Defendant: Public Security Bureau, Wen County, Henan Province.    
Requests for reconsideration:          
1. Revoke the Decision on Administrative Penalty on Petitioners Xian Guiying, Zhang Suihong, and Wei Rongzhen by the Public Security Bureau of Wen County, and return seized property.     
2. Deal with the actions of the Public Security Bureau of Wen County which severely violate regulations on case handling procedures.  
3. The Public Security Bureau of Wen County must apologize to Petitioners Xian Guiying, Zhang Suihong, and Wei Rongzhen, and reinstate their freedom of religion and their dignity under the Constitution.        
Facts and Causes:
    At approximately 5 PM on March 13, 2006 after Petitioners Xian Guiying, Zhang Suihong, and Wei Rongzhen attended the traditional Christian “house gathering” held at the home of Ma Wenqing in Zhangsi Village, Xiangyun Township of Wen County and were walking on the road, a number of Public Security officers took them by force to the Public Security Bureau of Wen County. They were cursed and insulted and subjected to illegal interrogations and beatings. March 14, 2006 the Defendant charged the Petitioners with engaging in evil cult activities and disrupting public order based on murky facts without an investigation.
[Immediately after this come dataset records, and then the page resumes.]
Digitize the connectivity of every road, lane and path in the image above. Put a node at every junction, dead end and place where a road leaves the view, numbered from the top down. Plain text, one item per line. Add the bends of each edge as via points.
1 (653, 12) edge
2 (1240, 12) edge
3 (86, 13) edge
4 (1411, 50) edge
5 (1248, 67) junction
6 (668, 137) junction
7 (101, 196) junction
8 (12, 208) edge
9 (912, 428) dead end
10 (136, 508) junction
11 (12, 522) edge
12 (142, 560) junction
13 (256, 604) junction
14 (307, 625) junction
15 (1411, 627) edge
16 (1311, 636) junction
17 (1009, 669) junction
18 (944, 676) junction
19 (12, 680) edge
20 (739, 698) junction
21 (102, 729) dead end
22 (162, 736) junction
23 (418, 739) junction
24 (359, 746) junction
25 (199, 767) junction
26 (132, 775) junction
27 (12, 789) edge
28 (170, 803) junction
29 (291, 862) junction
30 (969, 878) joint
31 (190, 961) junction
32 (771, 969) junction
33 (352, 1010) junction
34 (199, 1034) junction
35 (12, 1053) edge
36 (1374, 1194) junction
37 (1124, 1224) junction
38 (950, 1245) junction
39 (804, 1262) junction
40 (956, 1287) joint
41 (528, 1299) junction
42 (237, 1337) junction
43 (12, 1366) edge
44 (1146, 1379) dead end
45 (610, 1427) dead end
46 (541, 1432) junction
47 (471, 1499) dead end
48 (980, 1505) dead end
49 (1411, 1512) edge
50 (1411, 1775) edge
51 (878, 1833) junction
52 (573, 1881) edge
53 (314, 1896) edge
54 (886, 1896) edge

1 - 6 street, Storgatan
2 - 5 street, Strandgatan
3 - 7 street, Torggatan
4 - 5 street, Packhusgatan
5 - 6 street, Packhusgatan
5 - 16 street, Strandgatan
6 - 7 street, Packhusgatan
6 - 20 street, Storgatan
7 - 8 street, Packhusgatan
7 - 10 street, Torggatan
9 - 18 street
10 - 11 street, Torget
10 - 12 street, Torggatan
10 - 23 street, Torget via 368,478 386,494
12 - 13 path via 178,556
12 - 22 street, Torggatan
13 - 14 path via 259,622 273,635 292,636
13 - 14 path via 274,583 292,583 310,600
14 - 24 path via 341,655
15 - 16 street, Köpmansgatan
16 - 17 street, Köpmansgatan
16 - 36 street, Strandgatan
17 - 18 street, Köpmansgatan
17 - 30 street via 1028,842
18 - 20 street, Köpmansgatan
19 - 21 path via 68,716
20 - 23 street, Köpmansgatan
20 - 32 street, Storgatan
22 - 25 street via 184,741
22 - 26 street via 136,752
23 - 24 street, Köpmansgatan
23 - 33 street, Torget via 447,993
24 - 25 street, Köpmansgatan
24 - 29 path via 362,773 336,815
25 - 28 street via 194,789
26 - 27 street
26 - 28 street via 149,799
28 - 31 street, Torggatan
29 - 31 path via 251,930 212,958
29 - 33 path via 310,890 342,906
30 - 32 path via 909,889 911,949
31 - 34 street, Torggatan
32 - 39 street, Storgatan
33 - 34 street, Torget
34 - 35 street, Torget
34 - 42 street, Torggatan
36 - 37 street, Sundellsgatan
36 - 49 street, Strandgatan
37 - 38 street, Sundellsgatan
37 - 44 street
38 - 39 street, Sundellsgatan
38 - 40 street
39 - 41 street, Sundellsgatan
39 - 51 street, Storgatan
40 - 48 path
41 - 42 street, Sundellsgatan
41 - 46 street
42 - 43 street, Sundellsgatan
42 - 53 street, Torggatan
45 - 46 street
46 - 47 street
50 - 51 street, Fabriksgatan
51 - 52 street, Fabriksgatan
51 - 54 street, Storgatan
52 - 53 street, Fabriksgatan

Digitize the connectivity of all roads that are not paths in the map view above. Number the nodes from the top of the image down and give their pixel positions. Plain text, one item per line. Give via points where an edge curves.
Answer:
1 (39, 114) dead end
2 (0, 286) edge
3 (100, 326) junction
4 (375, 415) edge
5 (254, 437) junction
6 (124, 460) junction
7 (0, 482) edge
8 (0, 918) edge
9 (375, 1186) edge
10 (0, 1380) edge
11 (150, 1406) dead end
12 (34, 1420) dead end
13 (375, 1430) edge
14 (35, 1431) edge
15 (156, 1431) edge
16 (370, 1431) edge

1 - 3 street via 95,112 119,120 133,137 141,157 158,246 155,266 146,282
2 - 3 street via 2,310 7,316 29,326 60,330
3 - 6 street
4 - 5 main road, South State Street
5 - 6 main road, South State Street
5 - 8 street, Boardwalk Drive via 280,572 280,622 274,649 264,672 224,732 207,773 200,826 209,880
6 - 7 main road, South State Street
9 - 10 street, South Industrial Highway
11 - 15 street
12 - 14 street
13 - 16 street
The penalty decision assessed upon Petitioners Xian Guiying, Zhang Suihong, and Wei Rongzhen, by the defendant, was 7 days administrative detention according to Item 1, Article 27 of the “Penalty Rules of Maintaining Public Order” (See attached Exhibit 1), and seizure of carry-on property (See attached Exhibit 2). Petitioners Xian Guiying, Zhang Suihong, and Wei Rongzhen refuse to accept such administrative behavior and the administrative penalty decision based on the grounds as follows:
I. Unclear Facts
    The Defendant’s decision on March 13, 2006 to charge the Petitioners with exploiting an evil cult to disrupt public order was grounded on Item 1, Article 27 of the “Penalty Rules of Maintaining Public Order” which says: organizing, abetting, threatening, deceiving, and instigating others to engage in activities of evil cults or heterodox sects, or disrupting public order and damaging other persons’ health by exploiting evil cults, heterodox sects or superstitious activities. Here two facts must be clarified:      

    1.  Faith vs. Evil Cult.
    2.  The Legitimacy of “House Gatherings”    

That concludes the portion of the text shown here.